### Dataset extract
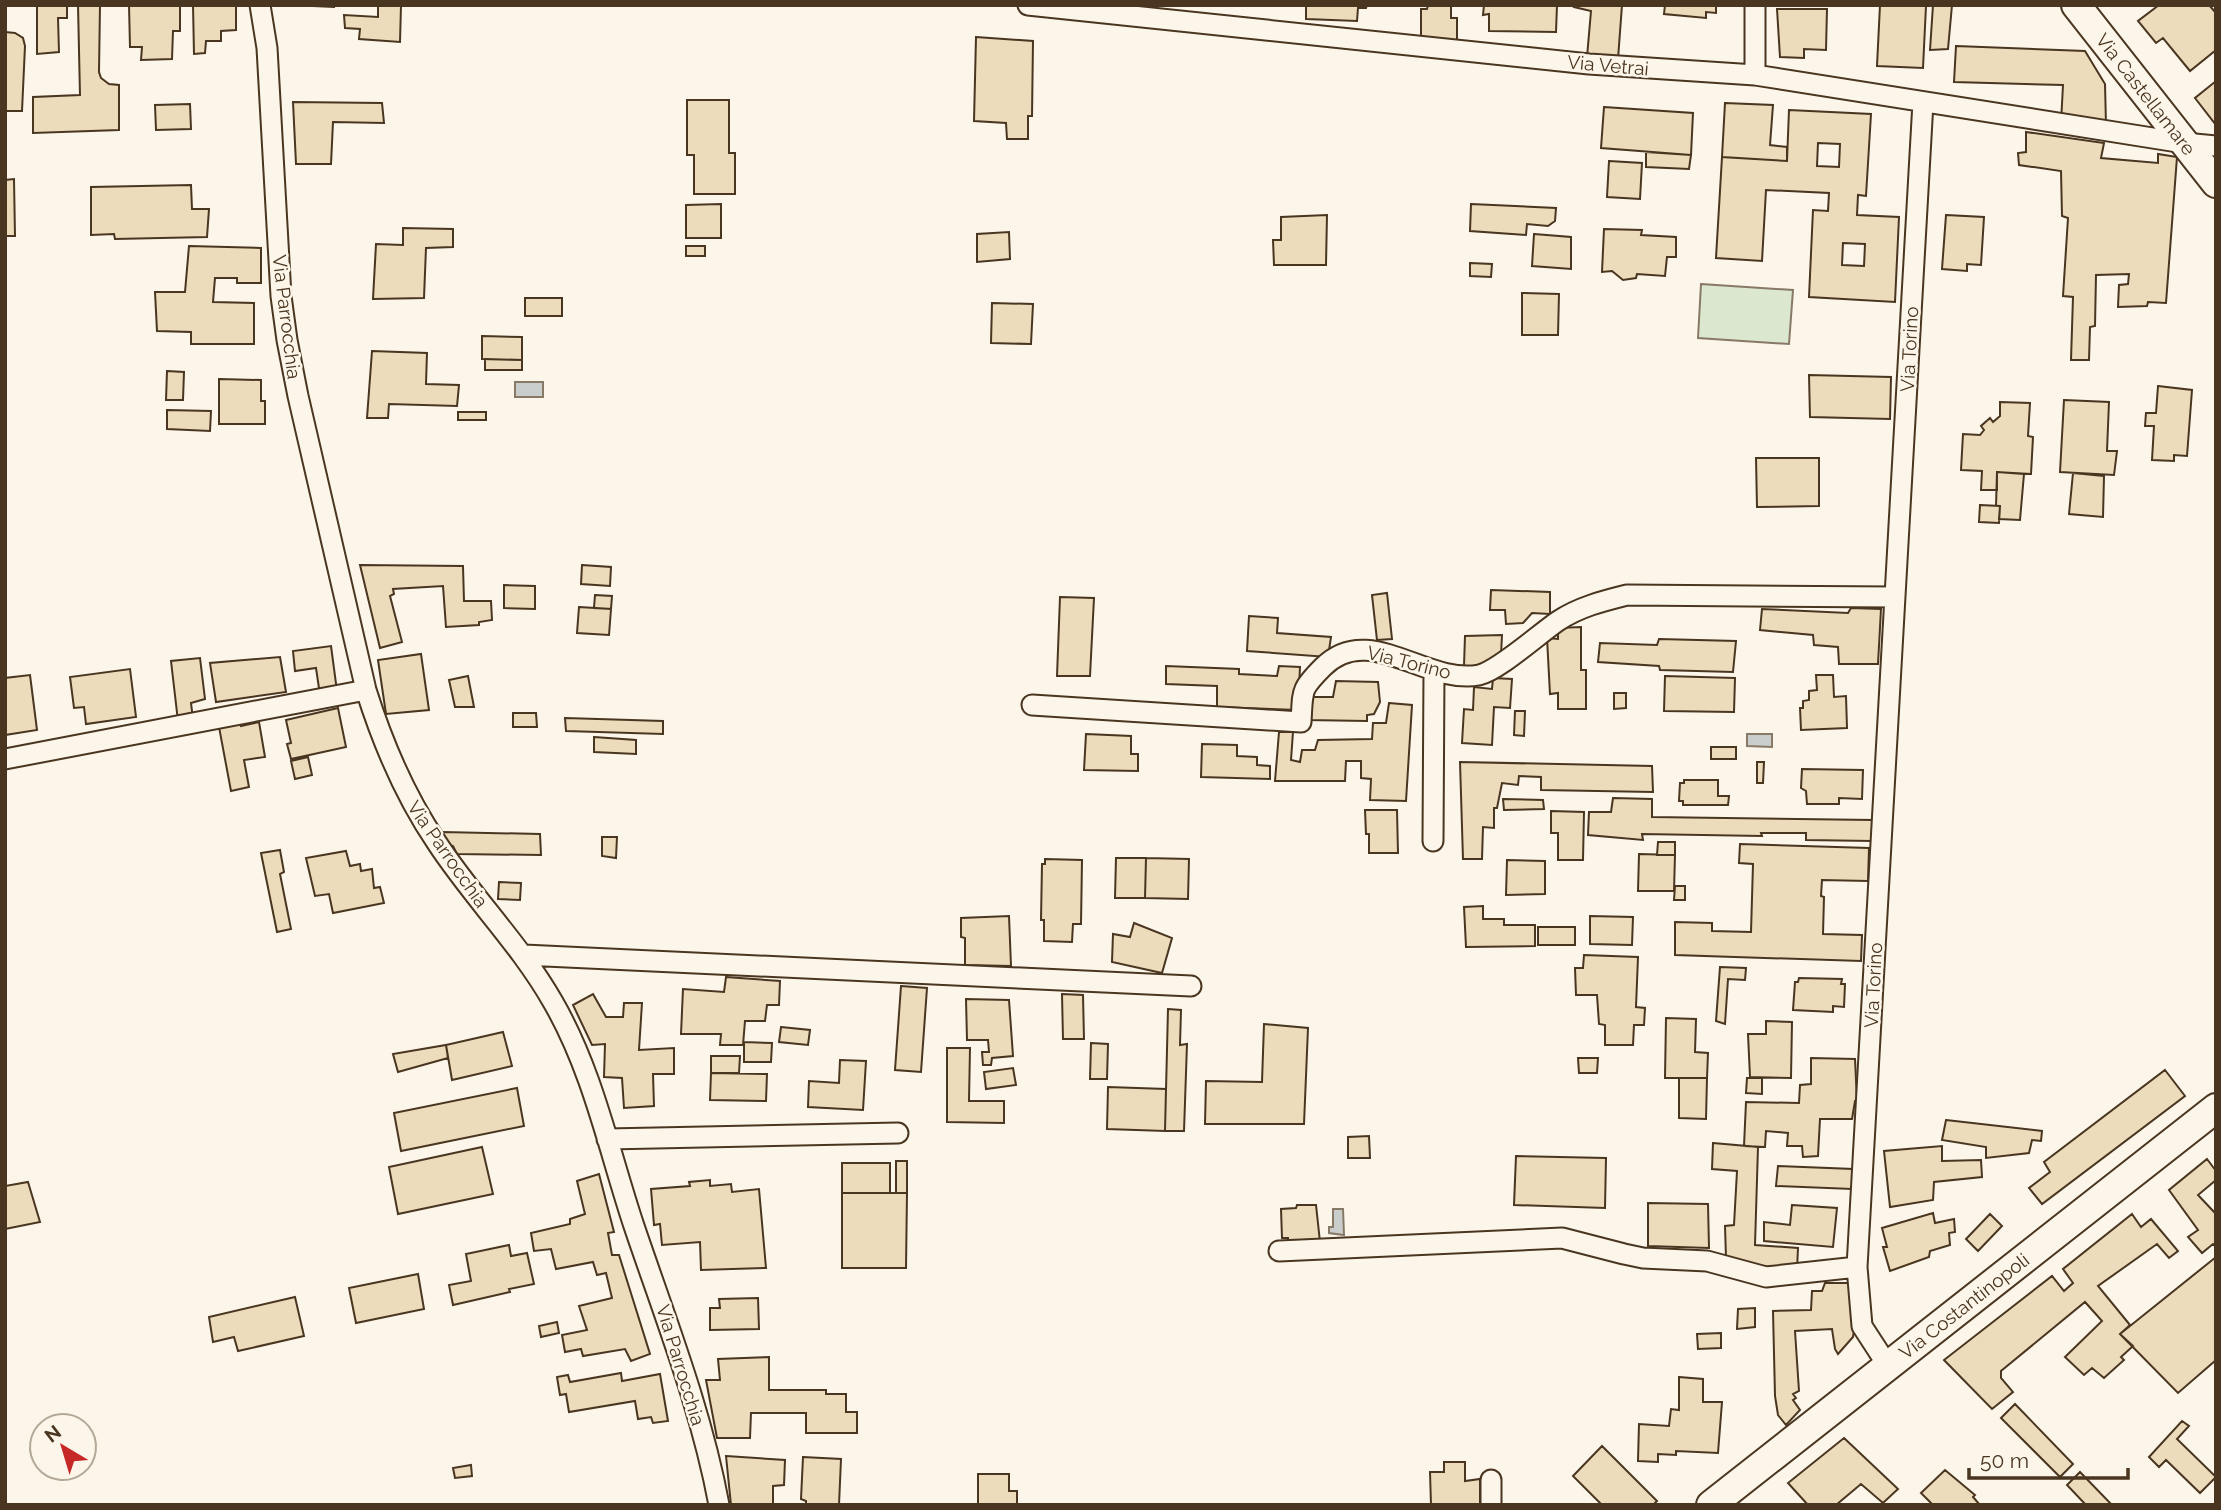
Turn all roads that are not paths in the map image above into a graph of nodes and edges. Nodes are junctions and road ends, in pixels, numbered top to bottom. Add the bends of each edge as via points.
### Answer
1 (260, 5) edge
2 (1028, 5) edge
3 (1755, 5) edge
4 (2076, 5) edge
5 (1755, 75) junction
6 (1923, 102) junction
7 (2184, 144) junction
8 (2216, 146) edge
9 (2216, 183) edge
10 (1895, 597) junction
11 (1434, 671) junction
12 (366, 690) junction
13 (1032, 705) dead end
14 (5, 759) edge
15 (1433, 842) dead end
16 (524, 955) junction
17 (1191, 986) dead end
18 (2216, 1108) edge
19 (898, 1133) dead end
20 (607, 1139) junction
21 (1279, 1251) dead end
22 (1857, 1267) junction
23 (1888, 1366) junction
24 (1491, 1480) dead end
25 (719, 1505) edge
26 (1491, 1505) edge
27 (1711, 1505) edge

1 - 12 street, Via Parrocchia via 267,48 287,340
2 - 5 street, Via Vetrai via 1589,64
3 - 5 street
4 - 7 street, Via Castellamare
5 - 6 street, Via Vetrai
6 - 7 street, Via Vetrai
6 - 10 street, Via Torino
7 - 8 street, Via Vetrai
7 - 9 street, Via Castellamare
10 - 11 street, Via Torino via 1627,595 1594,603 1561,619 1481,675
10 - 22 street, Via Torino
11 - 13 street, Via Torino via 1376,650 1348,650 1326,663 1303,687 1301,722
11 - 15 street
12 - 14 street
12 - 16 street, Via Parrocchia via 407,795 437,844
16 - 17 street
16 - 20 street, Via Parrocchia via 554,1003 588,1079
18 - 23 street, Via Costantinopoli
19 - 20 street
20 - 25 street, Via Parrocchia via 694,1399
21 - 22 street via 1562,1238 1643,1258 1716,1262 1766,1277
22 - 23 street, Via Torino via 1862,1326
23 - 27 street, Via Costantinopoli
24 - 26 street

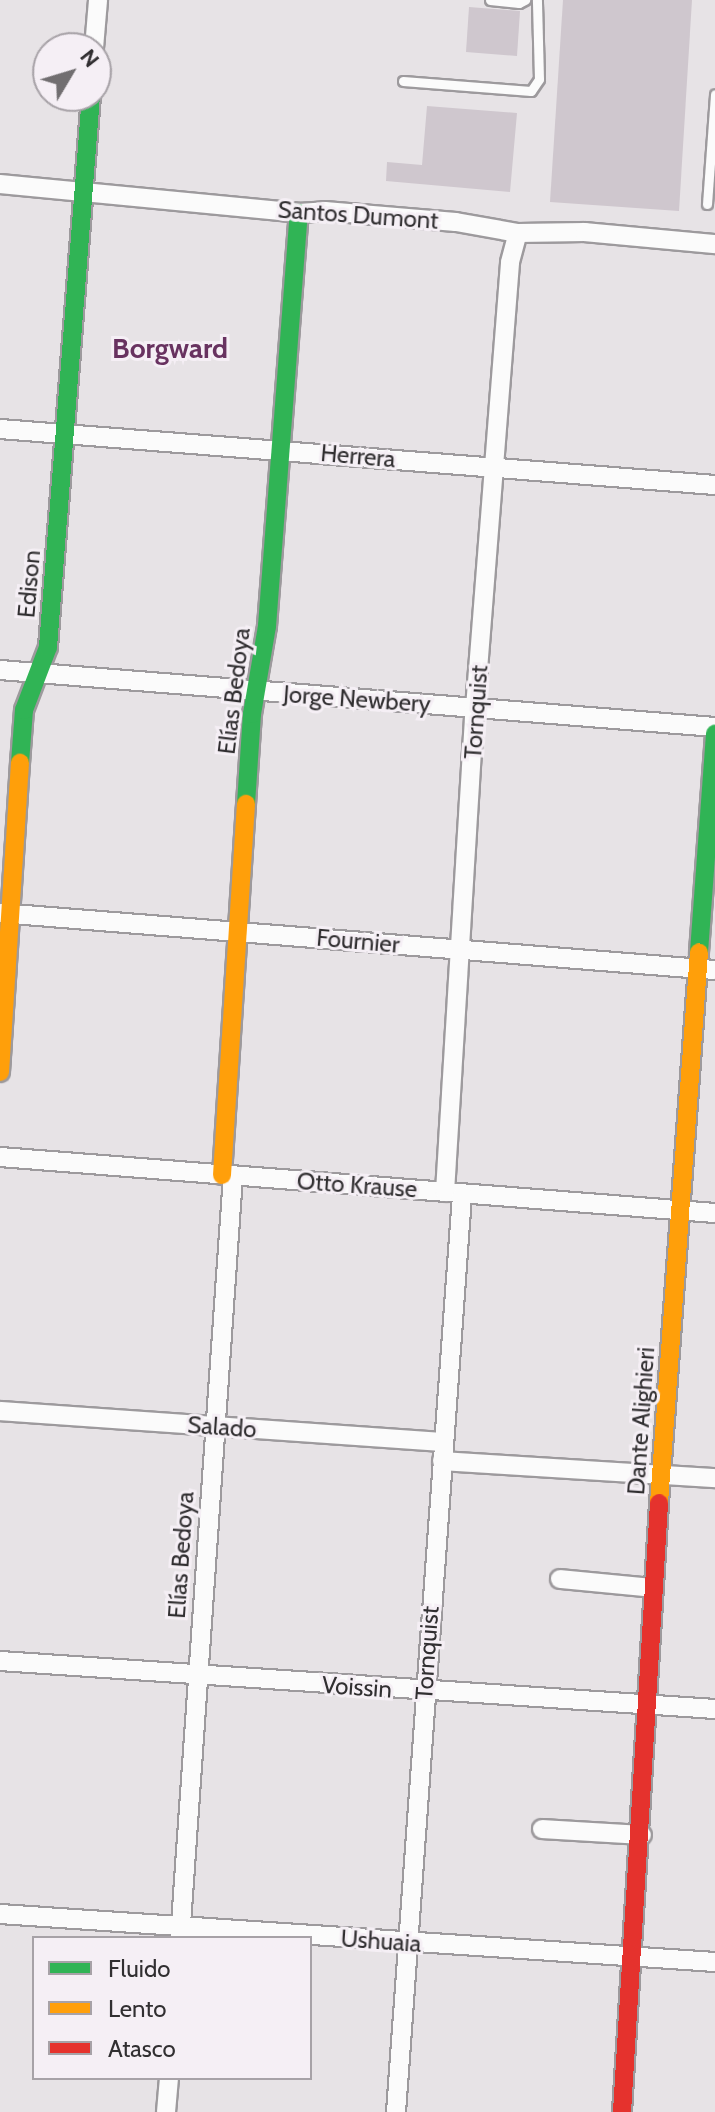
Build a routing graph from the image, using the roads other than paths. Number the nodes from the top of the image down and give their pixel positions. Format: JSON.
{"nodes":[{"id":1,"x":98,"y":0,"type":"edge"},
{"id":2,"x":490,"y":0,"type":"edge"},
{"id":3,"x":525,"y":0,"type":"edge"},
{"id":4,"x":537,"y":0,"type":"edge"},
{"id":5,"x":95,"y":32,"type":"edge"},
{"id":6,"x":403,"y":81,"type":"dead end"},
{"id":7,"x":715,"y":94,"type":"edge"},
{"id":8,"x":90,"y":112,"type":"edge"},
{"id":9,"x":0,"y":184,"type":"edge"},
{"id":10,"x":85,"y":191,"type":"junction"},
{"id":11,"x":707,"y":204,"type":"dead end"},
{"id":12,"x":299,"y":213,"type":"junction"},
{"id":13,"x":518,"y":233,"type":"junction"},
{"id":14,"x":715,"y":244,"type":"edge"},
{"id":15,"x":0,"y":429,"type":"edge"},
{"id":16,"x":66,"y":433,"type":"junction"},
{"id":17,"x":281,"y":449,"type":"junction"},
{"id":18,"x":496,"y":468,"type":"junction"},
{"id":19,"x":715,"y":485,"type":"edge"},
{"id":20,"x":0,"y":670,"type":"edge"},
{"id":21,"x":39,"y":674,"type":"junction"},
{"id":22,"x":257,"y":691,"type":"junction"},
{"id":23,"x":475,"y":708,"type":"junction"},
{"id":24,"x":715,"y":727,"type":"edge"},
{"id":25,"x":715,"y":734,"type":"edge"},
{"id":26,"x":4,"y":914,"type":"edge"},
{"id":27,"x":237,"y":930,"type":"junction"},
{"id":28,"x":460,"y":950,"type":"junction"},
{"id":29,"x":706,"y":970,"type":"edge"},
{"id":30,"x":0,"y":1072,"type":"edge"},
{"id":31,"x":0,"y":1157,"type":"edge"},
{"id":32,"x":227,"y":1175,"type":"junction"},
{"id":33,"x":454,"y":1194,"type":"junction"},
{"id":34,"x":680,"y":1210,"type":"junction"},
{"id":35,"x":715,"y":1213,"type":"edge"},
{"id":36,"x":0,"y":1411,"type":"edge"},
{"id":37,"x":214,"y":1427,"type":"junction"},
{"id":38,"x":444,"y":1442,"type":"junction"},
{"id":39,"x":442,"y":1461,"type":"junction"},
{"id":40,"x":661,"y":1473,"type":"junction"},
{"id":41,"x":715,"y":1478,"type":"edge"},
{"id":42,"x":560,"y":1579,"type":"dead end"},
{"id":43,"x":654,"y":1588,"type":"junction"},
{"id":44,"x":0,"y":1661,"type":"edge"},
{"id":45,"x":196,"y":1677,"type":"junction"},
{"id":46,"x":424,"y":1692,"type":"junction"},
{"id":47,"x":648,"y":1705,"type":"junction"},
{"id":48,"x":715,"y":1709,"type":"edge"},
{"id":49,"x":542,"y":1829,"type":"dead end"},
{"id":50,"x":642,"y":1835,"type":"junction"},
{"id":51,"x":0,"y":1914,"type":"edge"},
{"id":52,"x":180,"y":1933,"type":"edge"},
{"id":53,"x":255,"y":1936,"type":"edge"},
{"id":54,"x":312,"y":1938,"type":"edge"},
{"id":55,"x":406,"y":1942,"type":"junction"},
{"id":56,"x":632,"y":1957,"type":"junction"},
{"id":57,"x":715,"y":1962,"type":"edge"},
{"id":58,"x":169,"y":2080,"type":"edge"},
{"id":59,"x":166,"y":2112,"type":"edge"},
{"id":60,"x":396,"y":2112,"type":"edge"},
{"id":61,"x":622,"y":2112,"type":"edge"}],
"edges":[{"from":1,"to":5,"type":"street"},
{"from":2,"to":3,"type":"lane"},
{"from":4,"to":6,"type":"lane"},
{"from":7,"to":11,"type":"lane"},
{"from":8,"to":10,"type":"street","name":"Edison"},
{"from":9,"to":10,"type":"street","name":"Santos Dumont"},
{"from":10,"to":12,"type":"street","name":"Santos Dumont"},
{"from":10,"to":16,"type":"street","name":"Edison"},
{"from":12,"to":13,"type":"street","name":"Santos Dumont"},
{"from":12,"to":17,"type":"street","name":"Elías Bedoya"},
{"from":13,"to":14,"type":"street","name":"Santos Dumont"},
{"from":13,"to":18,"type":"street","name":"Tornquist"},
{"from":15,"to":16,"type":"street","name":"Herrera"},
{"from":16,"to":17,"type":"street","name":"Herrera"},
{"from":16,"to":21,"type":"street","name":"Edison"},
{"from":17,"to":18,"type":"street","name":"Herrera"},
{"from":17,"to":22,"type":"street","name":"Elías Bedoya"},
{"from":18,"to":19,"type":"street","name":"Herrera"},
{"from":18,"to":23,"type":"street","name":"Tornquist"},
{"from":20,"to":21,"type":"street","name":"Jorge Newbery"},
{"from":21,"to":22,"type":"street","name":"Jorge Newbery"},
{"from":21,"to":26,"type":"street","name":"Edison"},
{"from":22,"to":23,"type":"street","name":"Jorge Newbery"},
{"from":22,"to":27,"type":"street","name":"Elías Bedoya"},
{"from":23,"to":24,"type":"street","name":"Jorge Newbery"},
{"from":23,"to":28,"type":"street","name":"Tornquist"},
{"from":25,"to":29,"type":"street","name":"Dante Alighieri"},
{"from":26,"to":27,"type":"street","name":"Fournier"},
{"from":26,"to":30,"type":"street","name":"Edison"},
{"from":27,"to":28,"type":"street","name":"Fournier"},
{"from":27,"to":32,"type":"street","name":"Elías Bedoya"},
{"from":28,"to":29,"type":"street","name":"Fournier"},
{"from":28,"to":33,"type":"street","name":"Tornquist"},
{"from":29,"to":34,"type":"street","name":"Dante Alighieri"},
{"from":31,"to":32,"type":"street","name":"Otto Krause"},
{"from":32,"to":33,"type":"street","name":"Otto Krause"},
{"from":32,"to":37,"type":"street","name":"Elías Bedoya"},
{"from":33,"to":34,"type":"street","name":"Otto Krause"},
{"from":33,"to":38,"type":"street","name":"Tornquist"},
{"from":34,"to":35,"type":"street","name":"Otto Krause"},
{"from":34,"to":40,"type":"street","name":"Dante Alighieri"},
{"from":36,"to":37,"type":"street","name":"Salado"},
{"from":37,"to":38,"type":"street","name":"Salado"},
{"from":37,"to":45,"type":"street","name":"Elías Bedoya"},
{"from":38,"to":39,"type":"street","name":"Tornquist"},
{"from":39,"to":40,"type":"street"},
{"from":39,"to":46,"type":"street","name":"Tornquist"},
{"from":40,"to":41,"type":"street"},
{"from":40,"to":43,"type":"street","name":"Dante Alighieri"},
{"from":42,"to":43,"type":"street"},
{"from":43,"to":47,"type":"street","name":"Dante Alighieri"},
{"from":44,"to":45,"type":"street","name":"Voissin"},
{"from":45,"to":46,"type":"street","name":"Voissin"},
{"from":45,"to":52,"type":"street","name":"Elías Bedoya"},
{"from":46,"to":47,"type":"street","name":"Voissin"},
{"from":46,"to":55,"type":"street","name":"Tornquist"},
{"from":47,"to":48,"type":"street","name":"Voissin"},
{"from":47,"to":50,"type":"street","name":"Dante Alighieri"},
{"from":49,"to":50,"type":"street"},
{"from":50,"to":56,"type":"street","name":"Dante Alighieri"},
{"from":51,"to":52,"type":"street","name":"Ushuaia"},
{"from":52,"to":53,"type":"street","name":"Ushuaia"},
{"from":54,"to":55,"type":"street","name":"Ushuaia"},
{"from":55,"to":56,"type":"street","name":"Ushuaia"},
{"from":55,"to":60,"type":"street","name":"Tornquist"},
{"from":56,"to":57,"type":"street","name":"Ushuaia"},
{"from":56,"to":61,"type":"street","name":"Dante Alighieri"},
{"from":58,"to":59,"type":"street"}]}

### Required work
Copy each line of the preceding data that contains the string "Dante".

### Solution to this problem
{"from":25,"to":29,"type":"street","name":"Dante Alighieri"},
{"from":29,"to":34,"type":"street","name":"Dante Alighieri"},
{"from":34,"to":40,"type":"street","name":"Dante Alighieri"},
{"from":40,"to":43,"type":"street","name":"Dante Alighieri"},
{"from":43,"to":47,"type":"street","name":"Dante Alighieri"},
{"from":47,"to":50,"type":"street","name":"Dante Alighieri"},
{"from":50,"to":56,"type":"street","name":"Dante Alighieri"},
{"from":56,"to":61,"type":"street","name":"Dante Alighieri"},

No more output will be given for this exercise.